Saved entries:

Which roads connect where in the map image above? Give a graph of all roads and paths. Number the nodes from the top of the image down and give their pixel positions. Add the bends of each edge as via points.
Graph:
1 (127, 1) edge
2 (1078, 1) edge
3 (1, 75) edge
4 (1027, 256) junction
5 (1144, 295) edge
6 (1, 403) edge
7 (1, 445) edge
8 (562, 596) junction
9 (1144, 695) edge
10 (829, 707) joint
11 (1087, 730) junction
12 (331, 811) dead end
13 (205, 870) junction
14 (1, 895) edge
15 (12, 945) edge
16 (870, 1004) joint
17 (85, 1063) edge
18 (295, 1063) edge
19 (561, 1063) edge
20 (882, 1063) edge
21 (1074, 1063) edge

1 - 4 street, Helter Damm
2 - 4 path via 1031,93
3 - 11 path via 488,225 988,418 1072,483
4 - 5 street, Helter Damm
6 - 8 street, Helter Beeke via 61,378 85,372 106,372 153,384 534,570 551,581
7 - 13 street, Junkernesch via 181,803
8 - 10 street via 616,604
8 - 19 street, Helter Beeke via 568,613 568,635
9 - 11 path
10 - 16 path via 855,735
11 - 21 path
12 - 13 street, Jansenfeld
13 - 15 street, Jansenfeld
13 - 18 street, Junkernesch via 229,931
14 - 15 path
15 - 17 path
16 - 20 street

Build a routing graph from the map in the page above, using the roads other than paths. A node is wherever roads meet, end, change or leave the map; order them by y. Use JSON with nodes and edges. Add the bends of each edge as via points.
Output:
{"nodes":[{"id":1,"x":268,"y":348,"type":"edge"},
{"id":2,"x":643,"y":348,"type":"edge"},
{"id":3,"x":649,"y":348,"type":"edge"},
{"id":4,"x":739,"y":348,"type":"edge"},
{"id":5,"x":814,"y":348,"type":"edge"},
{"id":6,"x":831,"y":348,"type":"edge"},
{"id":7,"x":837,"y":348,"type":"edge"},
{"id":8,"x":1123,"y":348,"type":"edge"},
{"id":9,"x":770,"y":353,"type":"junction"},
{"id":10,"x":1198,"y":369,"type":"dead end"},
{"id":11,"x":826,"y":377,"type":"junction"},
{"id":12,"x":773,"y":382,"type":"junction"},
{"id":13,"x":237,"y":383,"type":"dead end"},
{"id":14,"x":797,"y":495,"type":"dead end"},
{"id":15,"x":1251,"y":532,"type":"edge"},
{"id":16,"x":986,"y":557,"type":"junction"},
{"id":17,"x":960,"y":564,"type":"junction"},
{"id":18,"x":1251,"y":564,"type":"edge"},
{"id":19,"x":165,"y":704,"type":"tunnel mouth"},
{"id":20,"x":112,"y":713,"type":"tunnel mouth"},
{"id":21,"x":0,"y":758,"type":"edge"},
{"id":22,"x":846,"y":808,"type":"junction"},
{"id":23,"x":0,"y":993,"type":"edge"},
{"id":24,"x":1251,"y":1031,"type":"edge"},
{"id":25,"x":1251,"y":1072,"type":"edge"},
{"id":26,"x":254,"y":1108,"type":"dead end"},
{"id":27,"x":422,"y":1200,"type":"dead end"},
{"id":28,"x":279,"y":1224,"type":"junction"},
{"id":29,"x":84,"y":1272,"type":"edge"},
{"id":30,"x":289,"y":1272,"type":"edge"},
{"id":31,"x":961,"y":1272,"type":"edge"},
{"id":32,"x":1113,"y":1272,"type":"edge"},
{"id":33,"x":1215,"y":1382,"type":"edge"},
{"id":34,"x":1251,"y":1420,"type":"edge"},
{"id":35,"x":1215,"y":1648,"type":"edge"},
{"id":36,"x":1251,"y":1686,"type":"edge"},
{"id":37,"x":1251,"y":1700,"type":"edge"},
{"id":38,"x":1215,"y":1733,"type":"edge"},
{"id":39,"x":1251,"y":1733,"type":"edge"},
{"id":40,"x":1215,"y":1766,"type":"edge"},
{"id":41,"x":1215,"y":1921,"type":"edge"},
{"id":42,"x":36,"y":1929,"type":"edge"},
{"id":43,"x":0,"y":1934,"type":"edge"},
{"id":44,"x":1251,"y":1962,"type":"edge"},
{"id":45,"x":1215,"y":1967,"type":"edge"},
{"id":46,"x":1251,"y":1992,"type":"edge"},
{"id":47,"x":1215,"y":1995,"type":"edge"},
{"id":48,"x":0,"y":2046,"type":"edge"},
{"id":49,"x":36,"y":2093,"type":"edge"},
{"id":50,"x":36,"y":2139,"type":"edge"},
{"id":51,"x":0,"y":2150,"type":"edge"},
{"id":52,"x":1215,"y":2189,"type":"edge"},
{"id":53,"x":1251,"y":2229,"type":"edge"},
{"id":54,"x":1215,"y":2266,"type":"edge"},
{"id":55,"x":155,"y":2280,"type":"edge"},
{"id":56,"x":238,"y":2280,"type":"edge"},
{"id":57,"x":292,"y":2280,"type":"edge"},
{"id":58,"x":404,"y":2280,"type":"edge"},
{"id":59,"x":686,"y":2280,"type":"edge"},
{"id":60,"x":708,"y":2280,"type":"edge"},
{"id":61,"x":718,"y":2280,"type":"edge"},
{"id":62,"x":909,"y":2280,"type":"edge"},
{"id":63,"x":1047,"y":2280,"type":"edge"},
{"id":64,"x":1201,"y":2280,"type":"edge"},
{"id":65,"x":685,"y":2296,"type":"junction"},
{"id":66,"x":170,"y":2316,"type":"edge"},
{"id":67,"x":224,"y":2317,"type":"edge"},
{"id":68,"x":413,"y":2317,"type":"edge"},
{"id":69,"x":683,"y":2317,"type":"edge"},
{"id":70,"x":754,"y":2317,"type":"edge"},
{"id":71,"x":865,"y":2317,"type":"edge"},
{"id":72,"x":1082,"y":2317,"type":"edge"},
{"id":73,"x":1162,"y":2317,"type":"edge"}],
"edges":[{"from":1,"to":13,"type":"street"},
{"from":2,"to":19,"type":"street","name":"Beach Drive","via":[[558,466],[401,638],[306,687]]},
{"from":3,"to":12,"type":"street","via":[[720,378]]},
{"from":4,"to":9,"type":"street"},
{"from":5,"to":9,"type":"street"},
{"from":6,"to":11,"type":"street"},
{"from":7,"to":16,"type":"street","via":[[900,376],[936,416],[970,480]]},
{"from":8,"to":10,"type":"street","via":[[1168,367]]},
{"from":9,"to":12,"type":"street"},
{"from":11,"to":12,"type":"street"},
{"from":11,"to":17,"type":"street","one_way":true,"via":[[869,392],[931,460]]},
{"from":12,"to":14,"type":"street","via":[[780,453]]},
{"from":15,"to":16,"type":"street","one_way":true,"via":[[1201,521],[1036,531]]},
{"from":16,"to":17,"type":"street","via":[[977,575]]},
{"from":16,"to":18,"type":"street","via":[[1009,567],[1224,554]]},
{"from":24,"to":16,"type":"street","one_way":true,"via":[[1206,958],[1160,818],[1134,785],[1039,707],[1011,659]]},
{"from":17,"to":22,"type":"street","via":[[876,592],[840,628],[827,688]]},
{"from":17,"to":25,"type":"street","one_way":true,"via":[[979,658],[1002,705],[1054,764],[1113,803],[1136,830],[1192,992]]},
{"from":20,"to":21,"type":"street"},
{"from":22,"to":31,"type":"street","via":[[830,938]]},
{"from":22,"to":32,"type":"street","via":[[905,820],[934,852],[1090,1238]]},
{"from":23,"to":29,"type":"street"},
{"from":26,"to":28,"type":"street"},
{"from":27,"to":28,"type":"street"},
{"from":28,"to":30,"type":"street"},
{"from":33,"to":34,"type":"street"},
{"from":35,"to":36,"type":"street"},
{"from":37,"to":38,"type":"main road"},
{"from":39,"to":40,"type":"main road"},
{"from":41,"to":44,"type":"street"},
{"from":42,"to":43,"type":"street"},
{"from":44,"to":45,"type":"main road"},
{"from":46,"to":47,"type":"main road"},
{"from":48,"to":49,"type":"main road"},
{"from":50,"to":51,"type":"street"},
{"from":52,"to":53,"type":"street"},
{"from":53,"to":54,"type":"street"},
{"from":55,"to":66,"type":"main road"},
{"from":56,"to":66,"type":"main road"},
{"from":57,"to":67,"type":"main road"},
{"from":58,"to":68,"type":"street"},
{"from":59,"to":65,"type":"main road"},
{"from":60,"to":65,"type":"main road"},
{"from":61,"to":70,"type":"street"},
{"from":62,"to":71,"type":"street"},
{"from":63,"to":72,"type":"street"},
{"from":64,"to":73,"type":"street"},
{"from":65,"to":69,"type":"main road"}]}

*Work task*. Word for word, please print every line from the beginning of the records to the line bearing "Build a routing", counting both ends and stopping there.

*Written reply*.
Which roads connect where in the map image above? Give a graph of all roads and paths. Number the nodes from the top of the image down and give their pixel positions. Add the bends of each edge as via points.
Graph:
1 (127, 1) edge
2 (1078, 1) edge
3 (1, 75) edge
4 (1027, 256) junction
5 (1144, 295) edge
6 (1, 403) edge
7 (1, 445) edge
8 (562, 596) junction
9 (1144, 695) edge
10 (829, 707) joint
11 (1087, 730) junction
12 (331, 811) dead end
13 (205, 870) junction
14 (1, 895) edge
15 (12, 945) edge
16 (870, 1004) joint
17 (85, 1063) edge
18 (295, 1063) edge
19 (561, 1063) edge
20 (882, 1063) edge
21 (1074, 1063) edge

1 - 4 street, Helter Damm
2 - 4 path via 1031,93
3 - 11 path via 488,225 988,418 1072,483
4 - 5 street, Helter Damm
6 - 8 street, Helter Beeke via 61,378 85,372 106,372 153,384 534,570 551,581
7 - 13 street, Junkernesch via 181,803
8 - 10 street via 616,604
8 - 19 street, Helter Beeke via 568,613 568,635
9 - 11 path
10 - 16 path via 855,735
11 - 21 path
12 - 13 street, Jansenfeld
13 - 15 street, Jansenfeld
13 - 18 street, Junkernesch via 229,931
14 - 15 path
15 - 17 path
16 - 20 street

Build a routing graph from the map in the page above, using the roads other than paths. A node is wherever roads meet, end, change or leave the map; order them by y. Use JSON with nodes and edges. Add the bends of each edge as via points.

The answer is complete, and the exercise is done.